> [Listed entries]
• • • • • • •

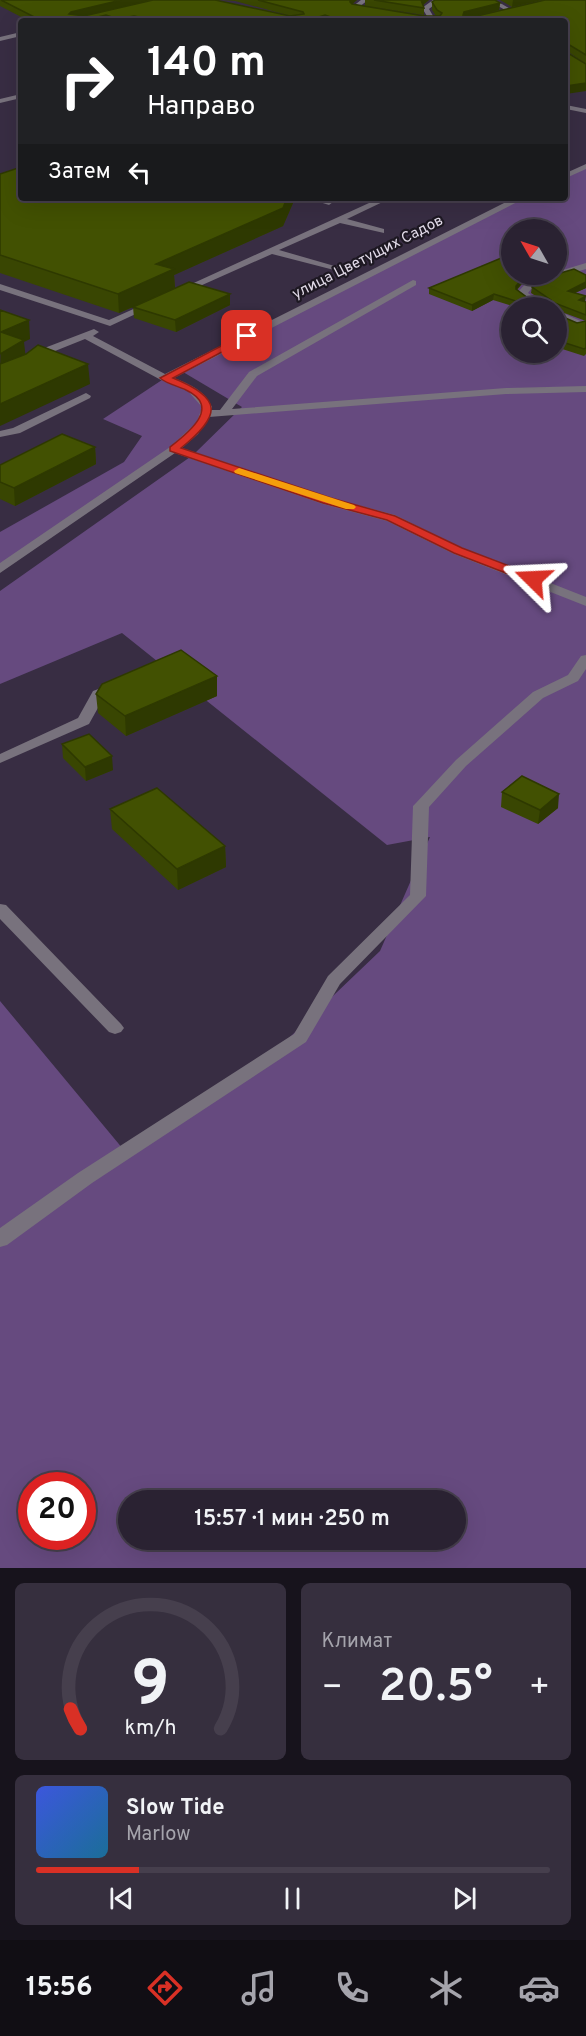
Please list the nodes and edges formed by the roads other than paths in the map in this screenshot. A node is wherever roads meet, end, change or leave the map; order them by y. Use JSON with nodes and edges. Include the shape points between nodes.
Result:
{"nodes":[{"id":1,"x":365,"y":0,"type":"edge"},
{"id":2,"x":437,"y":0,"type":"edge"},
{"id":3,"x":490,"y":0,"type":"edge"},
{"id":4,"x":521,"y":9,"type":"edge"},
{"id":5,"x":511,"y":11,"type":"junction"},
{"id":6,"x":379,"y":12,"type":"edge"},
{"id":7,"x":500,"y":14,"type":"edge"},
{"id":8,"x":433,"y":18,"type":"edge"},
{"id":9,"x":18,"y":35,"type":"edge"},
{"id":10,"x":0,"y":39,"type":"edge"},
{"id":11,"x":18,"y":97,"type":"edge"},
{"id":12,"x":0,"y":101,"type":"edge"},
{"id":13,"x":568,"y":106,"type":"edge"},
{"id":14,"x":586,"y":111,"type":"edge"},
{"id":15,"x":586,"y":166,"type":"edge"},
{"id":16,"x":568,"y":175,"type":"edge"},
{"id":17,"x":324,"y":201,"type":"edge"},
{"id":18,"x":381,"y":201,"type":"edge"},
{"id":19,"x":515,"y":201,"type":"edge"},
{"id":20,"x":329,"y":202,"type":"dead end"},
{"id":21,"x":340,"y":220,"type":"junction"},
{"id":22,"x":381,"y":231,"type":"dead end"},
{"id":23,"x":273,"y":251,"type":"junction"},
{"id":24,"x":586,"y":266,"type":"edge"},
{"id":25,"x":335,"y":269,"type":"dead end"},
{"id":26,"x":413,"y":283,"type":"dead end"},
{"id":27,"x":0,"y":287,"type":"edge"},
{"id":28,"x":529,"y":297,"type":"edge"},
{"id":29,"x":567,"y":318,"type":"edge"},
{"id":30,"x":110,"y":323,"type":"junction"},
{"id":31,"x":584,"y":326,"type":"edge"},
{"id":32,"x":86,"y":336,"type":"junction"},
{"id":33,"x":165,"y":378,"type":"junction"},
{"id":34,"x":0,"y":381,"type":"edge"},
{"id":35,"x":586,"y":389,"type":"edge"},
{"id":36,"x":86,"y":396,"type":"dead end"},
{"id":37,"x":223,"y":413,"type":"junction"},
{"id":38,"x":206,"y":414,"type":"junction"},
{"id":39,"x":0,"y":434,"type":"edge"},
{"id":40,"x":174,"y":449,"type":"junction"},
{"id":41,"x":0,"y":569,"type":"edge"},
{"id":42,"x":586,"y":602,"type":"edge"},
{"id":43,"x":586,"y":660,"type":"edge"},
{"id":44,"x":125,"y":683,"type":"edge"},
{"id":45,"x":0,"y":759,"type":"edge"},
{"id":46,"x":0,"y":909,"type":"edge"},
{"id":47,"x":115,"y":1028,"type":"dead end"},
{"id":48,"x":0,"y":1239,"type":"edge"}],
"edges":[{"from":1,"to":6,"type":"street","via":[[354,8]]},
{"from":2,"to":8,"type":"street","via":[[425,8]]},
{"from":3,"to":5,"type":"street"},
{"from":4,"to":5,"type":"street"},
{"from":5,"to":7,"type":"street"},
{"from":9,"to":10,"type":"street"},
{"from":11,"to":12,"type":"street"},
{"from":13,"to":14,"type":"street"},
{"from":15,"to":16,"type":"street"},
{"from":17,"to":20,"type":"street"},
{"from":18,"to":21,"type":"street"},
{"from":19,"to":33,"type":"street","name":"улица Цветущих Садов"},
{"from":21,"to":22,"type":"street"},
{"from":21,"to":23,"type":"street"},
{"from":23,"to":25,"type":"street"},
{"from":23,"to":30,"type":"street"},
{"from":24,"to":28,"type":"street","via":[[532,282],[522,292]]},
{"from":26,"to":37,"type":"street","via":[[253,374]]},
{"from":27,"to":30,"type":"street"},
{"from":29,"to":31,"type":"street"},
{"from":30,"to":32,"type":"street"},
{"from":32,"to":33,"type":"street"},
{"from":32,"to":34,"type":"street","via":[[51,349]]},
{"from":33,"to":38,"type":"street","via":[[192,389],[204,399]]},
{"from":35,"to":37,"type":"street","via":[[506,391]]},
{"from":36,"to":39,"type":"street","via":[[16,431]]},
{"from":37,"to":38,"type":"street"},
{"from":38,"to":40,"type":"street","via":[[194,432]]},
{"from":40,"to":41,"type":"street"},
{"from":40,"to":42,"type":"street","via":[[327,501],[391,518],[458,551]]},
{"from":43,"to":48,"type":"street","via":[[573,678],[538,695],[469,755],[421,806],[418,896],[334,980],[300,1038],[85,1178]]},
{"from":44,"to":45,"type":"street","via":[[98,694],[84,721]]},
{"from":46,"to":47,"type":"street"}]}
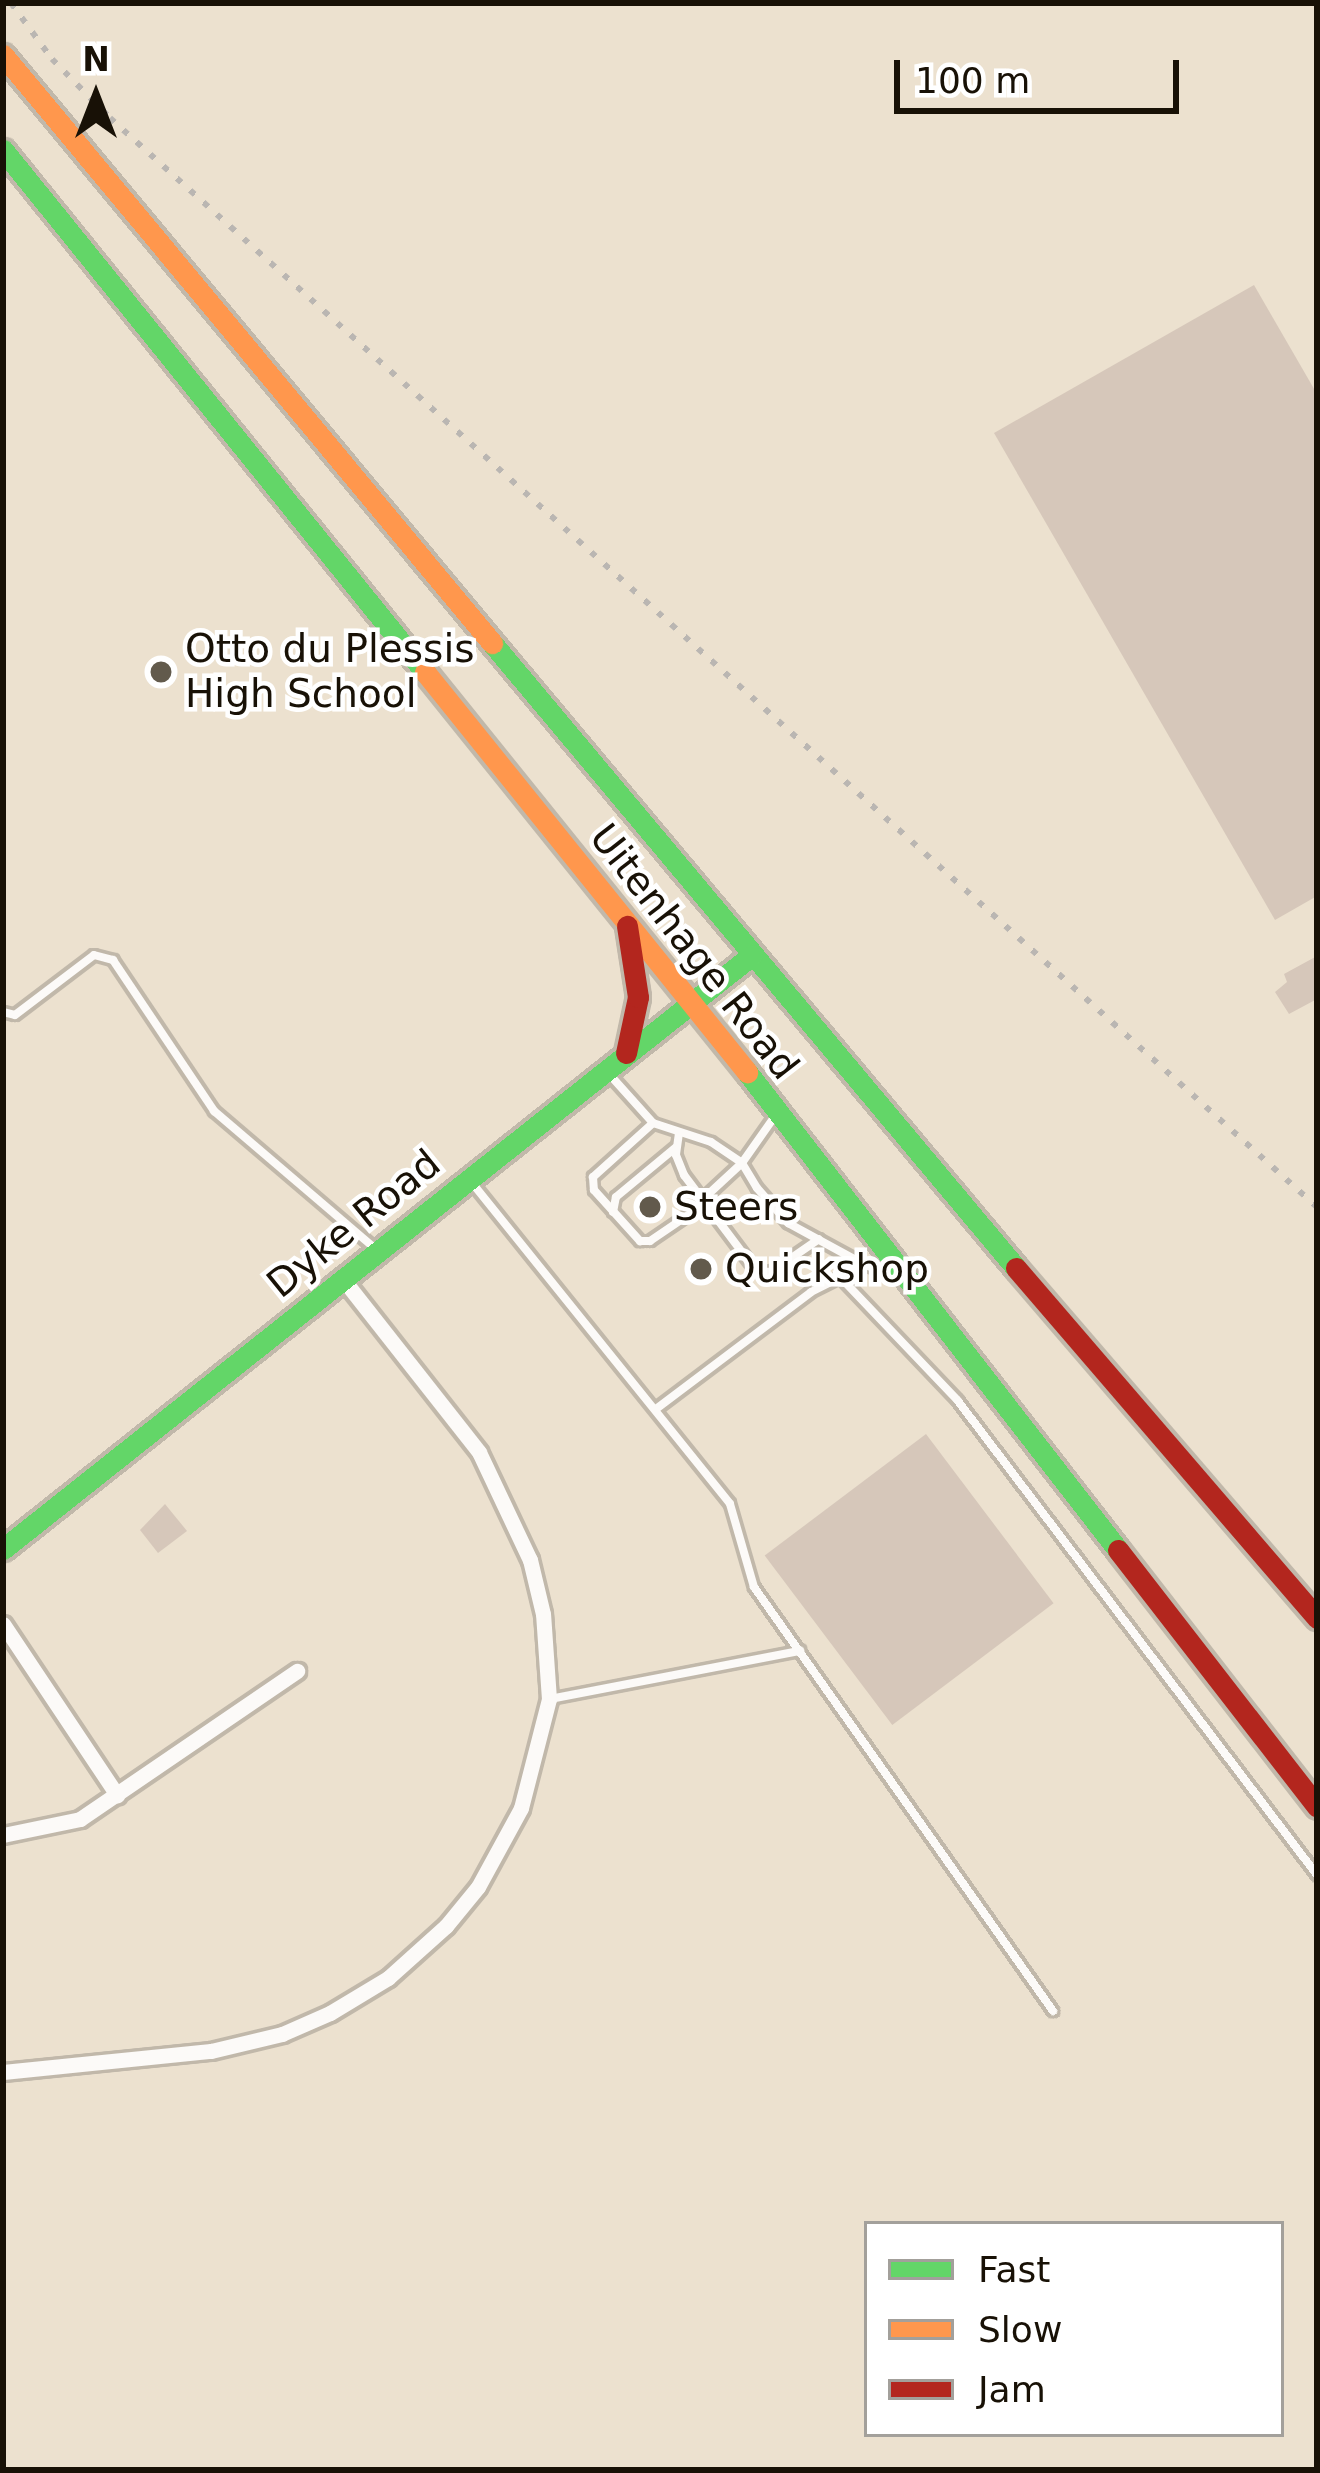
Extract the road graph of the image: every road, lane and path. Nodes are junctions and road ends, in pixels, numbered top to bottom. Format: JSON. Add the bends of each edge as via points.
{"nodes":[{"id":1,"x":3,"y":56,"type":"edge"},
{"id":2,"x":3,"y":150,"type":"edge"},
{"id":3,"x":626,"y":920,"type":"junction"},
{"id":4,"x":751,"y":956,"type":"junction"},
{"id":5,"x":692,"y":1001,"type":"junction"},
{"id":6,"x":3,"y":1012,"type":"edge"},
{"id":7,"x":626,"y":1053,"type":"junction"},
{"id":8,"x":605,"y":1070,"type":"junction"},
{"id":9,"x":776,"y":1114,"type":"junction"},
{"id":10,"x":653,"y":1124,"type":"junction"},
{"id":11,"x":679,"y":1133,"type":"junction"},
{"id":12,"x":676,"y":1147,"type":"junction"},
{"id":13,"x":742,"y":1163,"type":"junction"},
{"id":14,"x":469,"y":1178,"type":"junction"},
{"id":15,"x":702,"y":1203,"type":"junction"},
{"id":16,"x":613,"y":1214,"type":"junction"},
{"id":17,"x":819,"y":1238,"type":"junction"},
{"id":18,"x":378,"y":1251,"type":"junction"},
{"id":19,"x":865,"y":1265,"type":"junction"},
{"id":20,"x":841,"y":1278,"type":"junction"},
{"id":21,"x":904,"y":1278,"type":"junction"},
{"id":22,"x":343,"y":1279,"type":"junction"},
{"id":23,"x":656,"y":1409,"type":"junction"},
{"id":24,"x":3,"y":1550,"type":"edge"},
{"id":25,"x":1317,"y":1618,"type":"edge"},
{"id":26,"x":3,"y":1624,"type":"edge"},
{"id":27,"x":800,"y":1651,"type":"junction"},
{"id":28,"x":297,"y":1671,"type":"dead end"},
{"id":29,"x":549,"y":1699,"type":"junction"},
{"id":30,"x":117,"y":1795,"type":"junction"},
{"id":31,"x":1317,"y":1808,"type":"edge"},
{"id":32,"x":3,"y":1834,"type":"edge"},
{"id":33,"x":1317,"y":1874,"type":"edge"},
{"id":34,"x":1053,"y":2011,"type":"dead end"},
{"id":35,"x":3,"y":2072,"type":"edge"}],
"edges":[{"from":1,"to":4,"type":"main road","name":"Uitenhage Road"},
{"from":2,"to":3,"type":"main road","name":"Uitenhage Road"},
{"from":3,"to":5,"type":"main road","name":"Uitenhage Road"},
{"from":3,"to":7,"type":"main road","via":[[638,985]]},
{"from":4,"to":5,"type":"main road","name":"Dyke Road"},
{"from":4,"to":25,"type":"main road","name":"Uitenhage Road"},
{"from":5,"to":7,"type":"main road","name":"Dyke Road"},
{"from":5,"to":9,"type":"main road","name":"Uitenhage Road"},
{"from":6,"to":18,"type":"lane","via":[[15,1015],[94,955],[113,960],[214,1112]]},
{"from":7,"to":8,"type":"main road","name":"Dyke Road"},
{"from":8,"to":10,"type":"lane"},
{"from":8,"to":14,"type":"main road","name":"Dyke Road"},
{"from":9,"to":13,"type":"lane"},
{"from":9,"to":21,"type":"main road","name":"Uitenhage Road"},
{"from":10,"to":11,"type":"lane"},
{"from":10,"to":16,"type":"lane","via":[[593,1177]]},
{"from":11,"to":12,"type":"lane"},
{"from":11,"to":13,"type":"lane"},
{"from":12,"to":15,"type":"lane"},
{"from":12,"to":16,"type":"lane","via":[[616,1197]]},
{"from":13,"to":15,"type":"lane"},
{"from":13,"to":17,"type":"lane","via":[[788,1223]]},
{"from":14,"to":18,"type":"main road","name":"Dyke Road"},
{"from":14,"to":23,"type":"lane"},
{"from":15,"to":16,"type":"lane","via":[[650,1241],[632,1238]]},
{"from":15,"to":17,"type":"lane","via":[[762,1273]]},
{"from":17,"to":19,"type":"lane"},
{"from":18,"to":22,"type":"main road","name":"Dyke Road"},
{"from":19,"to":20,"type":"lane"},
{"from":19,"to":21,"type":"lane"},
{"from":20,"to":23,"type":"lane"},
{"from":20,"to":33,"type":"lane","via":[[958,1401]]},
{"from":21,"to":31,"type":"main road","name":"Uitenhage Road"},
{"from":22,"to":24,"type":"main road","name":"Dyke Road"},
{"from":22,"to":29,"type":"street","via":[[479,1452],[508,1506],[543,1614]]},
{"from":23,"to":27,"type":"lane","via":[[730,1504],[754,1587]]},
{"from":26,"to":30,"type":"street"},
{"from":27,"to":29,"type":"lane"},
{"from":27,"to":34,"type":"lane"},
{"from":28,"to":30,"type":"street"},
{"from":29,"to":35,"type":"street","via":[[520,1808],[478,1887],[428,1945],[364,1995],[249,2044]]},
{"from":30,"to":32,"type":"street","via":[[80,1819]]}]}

• • • • • • •

> [Work request] Going through the entries above, report how many lines contain the word "dead", with no other text.

> [Your solution] 8